▶ _Data extract_

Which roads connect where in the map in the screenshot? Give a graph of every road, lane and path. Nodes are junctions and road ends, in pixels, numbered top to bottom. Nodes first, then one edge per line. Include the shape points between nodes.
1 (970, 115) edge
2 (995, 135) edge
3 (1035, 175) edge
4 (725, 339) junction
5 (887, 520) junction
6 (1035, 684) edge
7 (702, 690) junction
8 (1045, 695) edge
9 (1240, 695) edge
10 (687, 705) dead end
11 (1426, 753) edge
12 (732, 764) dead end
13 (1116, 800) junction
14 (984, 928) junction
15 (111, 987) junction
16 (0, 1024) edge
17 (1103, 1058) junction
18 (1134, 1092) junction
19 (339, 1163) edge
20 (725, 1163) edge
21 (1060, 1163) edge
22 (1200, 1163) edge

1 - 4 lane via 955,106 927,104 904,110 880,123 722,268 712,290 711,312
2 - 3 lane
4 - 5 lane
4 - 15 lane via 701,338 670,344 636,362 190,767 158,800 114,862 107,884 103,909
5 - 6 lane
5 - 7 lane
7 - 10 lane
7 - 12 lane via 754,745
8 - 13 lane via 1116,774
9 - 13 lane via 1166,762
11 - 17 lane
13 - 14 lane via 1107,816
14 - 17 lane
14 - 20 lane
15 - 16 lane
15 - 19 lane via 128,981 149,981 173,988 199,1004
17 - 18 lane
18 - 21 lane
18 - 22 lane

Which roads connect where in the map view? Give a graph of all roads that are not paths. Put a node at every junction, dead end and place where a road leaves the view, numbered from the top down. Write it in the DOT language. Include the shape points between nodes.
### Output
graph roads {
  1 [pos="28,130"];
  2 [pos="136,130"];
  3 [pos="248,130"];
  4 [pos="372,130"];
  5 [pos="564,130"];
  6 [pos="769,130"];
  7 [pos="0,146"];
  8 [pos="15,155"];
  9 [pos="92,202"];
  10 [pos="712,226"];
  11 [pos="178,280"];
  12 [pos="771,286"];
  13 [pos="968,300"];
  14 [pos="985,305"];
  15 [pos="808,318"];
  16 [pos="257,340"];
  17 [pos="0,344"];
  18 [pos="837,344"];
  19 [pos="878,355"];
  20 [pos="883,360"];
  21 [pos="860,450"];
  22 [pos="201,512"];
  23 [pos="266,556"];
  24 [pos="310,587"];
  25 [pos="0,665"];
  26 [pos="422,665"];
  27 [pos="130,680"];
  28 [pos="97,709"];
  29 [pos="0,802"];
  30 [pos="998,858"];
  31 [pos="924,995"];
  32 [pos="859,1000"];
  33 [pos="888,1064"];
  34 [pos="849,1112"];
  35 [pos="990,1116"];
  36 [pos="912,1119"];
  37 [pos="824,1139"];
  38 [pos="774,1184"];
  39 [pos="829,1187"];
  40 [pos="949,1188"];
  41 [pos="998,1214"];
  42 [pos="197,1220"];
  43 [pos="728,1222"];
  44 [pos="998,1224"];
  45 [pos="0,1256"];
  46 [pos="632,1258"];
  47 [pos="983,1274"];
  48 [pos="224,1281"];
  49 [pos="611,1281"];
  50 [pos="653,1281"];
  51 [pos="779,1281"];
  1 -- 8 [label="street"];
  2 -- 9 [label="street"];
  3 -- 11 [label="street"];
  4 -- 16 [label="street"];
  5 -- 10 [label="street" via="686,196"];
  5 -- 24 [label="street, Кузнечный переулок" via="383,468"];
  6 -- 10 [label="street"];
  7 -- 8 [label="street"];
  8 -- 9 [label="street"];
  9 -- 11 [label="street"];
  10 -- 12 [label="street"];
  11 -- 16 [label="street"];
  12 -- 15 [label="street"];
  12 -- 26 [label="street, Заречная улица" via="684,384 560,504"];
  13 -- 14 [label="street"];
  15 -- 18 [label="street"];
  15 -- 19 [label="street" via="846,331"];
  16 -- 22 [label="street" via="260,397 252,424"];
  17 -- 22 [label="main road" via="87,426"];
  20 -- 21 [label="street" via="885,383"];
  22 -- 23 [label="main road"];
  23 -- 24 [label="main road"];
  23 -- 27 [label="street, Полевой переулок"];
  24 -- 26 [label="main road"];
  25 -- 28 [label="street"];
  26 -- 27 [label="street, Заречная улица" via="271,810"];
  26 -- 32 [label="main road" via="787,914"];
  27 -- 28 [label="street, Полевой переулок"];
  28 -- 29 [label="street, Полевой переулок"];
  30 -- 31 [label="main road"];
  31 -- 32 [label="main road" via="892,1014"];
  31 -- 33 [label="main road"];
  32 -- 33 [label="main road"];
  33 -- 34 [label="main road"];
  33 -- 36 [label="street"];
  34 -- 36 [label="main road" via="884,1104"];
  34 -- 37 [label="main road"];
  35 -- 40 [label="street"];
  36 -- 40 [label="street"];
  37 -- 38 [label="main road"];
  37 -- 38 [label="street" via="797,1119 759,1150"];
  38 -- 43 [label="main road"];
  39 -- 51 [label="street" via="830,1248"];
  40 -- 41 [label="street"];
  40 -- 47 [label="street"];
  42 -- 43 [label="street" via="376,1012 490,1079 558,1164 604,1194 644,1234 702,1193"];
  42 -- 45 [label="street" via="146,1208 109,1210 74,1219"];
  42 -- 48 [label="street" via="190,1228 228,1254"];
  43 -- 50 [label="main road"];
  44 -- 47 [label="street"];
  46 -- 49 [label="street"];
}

▶ _Exercise details_
All the lines above should come back exactly as written.

▶ _Written solution_
Which roads connect where in the map in the screenshot? Give a graph of every road, lane and path. Nodes are junctions and road ends, in pixels, numbered top to bottom. Nodes first, then one edge per line. Include the shape points between nodes.
1 (970, 115) edge
2 (995, 135) edge
3 (1035, 175) edge
4 (725, 339) junction
5 (887, 520) junction
6 (1035, 684) edge
7 (702, 690) junction
8 (1045, 695) edge
9 (1240, 695) edge
10 (687, 705) dead end
11 (1426, 753) edge
12 (732, 764) dead end
13 (1116, 800) junction
14 (984, 928) junction
15 (111, 987) junction
16 (0, 1024) edge
17 (1103, 1058) junction
18 (1134, 1092) junction
19 (339, 1163) edge
20 (725, 1163) edge
21 (1060, 1163) edge
22 (1200, 1163) edge

1 - 4 lane via 955,106 927,104 904,110 880,123 722,268 712,290 711,312
2 - 3 lane
4 - 5 lane
4 - 15 lane via 701,338 670,344 636,362 190,767 158,800 114,862 107,884 103,909
5 - 6 lane
5 - 7 lane
7 - 10 lane
7 - 12 lane via 754,745
8 - 13 lane via 1116,774
9 - 13 lane via 1166,762
11 - 17 lane
13 - 14 lane via 1107,816
14 - 17 lane
14 - 20 lane
15 - 16 lane
15 - 19 lane via 128,981 149,981 173,988 199,1004
17 - 18 lane
18 - 21 lane
18 - 22 lane

Which roads connect where in the map view? Give a graph of all roads that are not paths. Put a node at every junction, dead end and place where a road leaves the view, numbered from the top down. Write it in the DOT language. Include the shape points between nodes.
### Output
graph roads {
  1 [pos="28,130"];
  2 [pos="136,130"];
  3 [pos="248,130"];
  4 [pos="372,130"];
  5 [pos="564,130"];
  6 [pos="769,130"];
  7 [pos="0,146"];
  8 [pos="15,155"];
  9 [pos="92,202"];
  10 [pos="712,226"];
  11 [pos="178,280"];
  12 [pos="771,286"];
  13 [pos="968,300"];
  14 [pos="985,305"];
  15 [pos="808,318"];
  16 [pos="257,340"];
  17 [pos="0,344"];
  18 [pos="837,344"];
  19 [pos="878,355"];
  20 [pos="883,360"];
  21 [pos="860,450"];
  22 [pos="201,512"];
  23 [pos="266,556"];
  24 [pos="310,587"];
  25 [pos="0,665"];
  26 [pos="422,665"];
  27 [pos="130,680"];
  28 [pos="97,709"];
  29 [pos="0,802"];
  30 [pos="998,858"];
  31 [pos="924,995"];
  32 [pos="859,1000"];
  33 [pos="888,1064"];
  34 [pos="849,1112"];
  35 [pos="990,1116"];
  36 [pos="912,1119"];
  37 [pos="824,1139"];
  38 [pos="774,1184"];
  39 [pos="829,1187"];
  40 [pos="949,1188"];
  41 [pos="998,1214"];
  42 [pos="197,1220"];
  43 [pos="728,1222"];
  44 [pos="998,1224"];
  45 [pos="0,1256"];
  46 [pos="632,1258"];
  47 [pos="983,1274"];
  48 [pos="224,1281"];
  49 [pos="611,1281"];
  50 [pos="653,1281"];
  51 [pos="779,1281"];
  1 -- 8 [label="street"];
  2 -- 9 [label="street"];
  3 -- 11 [label="street"];
  4 -- 16 [label="street"];
  5 -- 10 [label="street" via="686,196"];
  5 -- 24 [label="street, Кузнечный переулок" via="383,468"];
  6 -- 10 [label="street"];
  7 -- 8 [label="street"];
  8 -- 9 [label="street"];
  9 -- 11 [label="street"];
  10 -- 12 [label="street"];
  11 -- 16 [label="street"];
  12 -- 15 [label="street"];
  12 -- 26 [label="street, Заречная улица" via="684,384 560,504"];
  13 -- 14 [label="street"];
  15 -- 18 [label="street"];
  15 -- 19 [label="street" via="846,331"];
  16 -- 22 [label="street" via="260,397 252,424"];
  17 -- 22 [label="main road" via="87,426"];
  20 -- 21 [label="street" via="885,383"];
  22 -- 23 [label="main road"];
  23 -- 24 [label="main road"];
  23 -- 27 [label="street, Полевой переулок"];
  24 -- 26 [label="main road"];
  25 -- 28 [label="street"];
  26 -- 27 [label="street, Заречная улица" via="271,810"];
  26 -- 32 [label="main road" via="787,914"];
  27 -- 28 [label="street, Полевой переулок"];
  28 -- 29 [label="street, Полевой переулок"];
  30 -- 31 [label="main road"];
  31 -- 32 [label="main road" via="892,1014"];
  31 -- 33 [label="main road"];
  32 -- 33 [label="main road"];
  33 -- 34 [label="main road"];
  33 -- 36 [label="street"];
  34 -- 36 [label="main road" via="884,1104"];
  34 -- 37 [label="main road"];
  35 -- 40 [label="street"];
  36 -- 40 [label="street"];
  37 -- 38 [label="main road"];
  37 -- 38 [label="street" via="797,1119 759,1150"];
  38 -- 43 [label="main road"];
  39 -- 51 [label="street" via="830,1248"];
  40 -- 41 [label="street"];
  40 -- 47 [label="street"];
  42 -- 43 [label="street" via="376,1012 490,1079 558,1164 604,1194 644,1234 702,1193"];
  42 -- 45 [label="street" via="146,1208 109,1210 74,1219"];
  42 -- 48 [label="street" via="190,1228 228,1254"];
  43 -- 50 [label="main road"];
  44 -- 47 [label="street"];
  46 -- 49 [label="street"];
}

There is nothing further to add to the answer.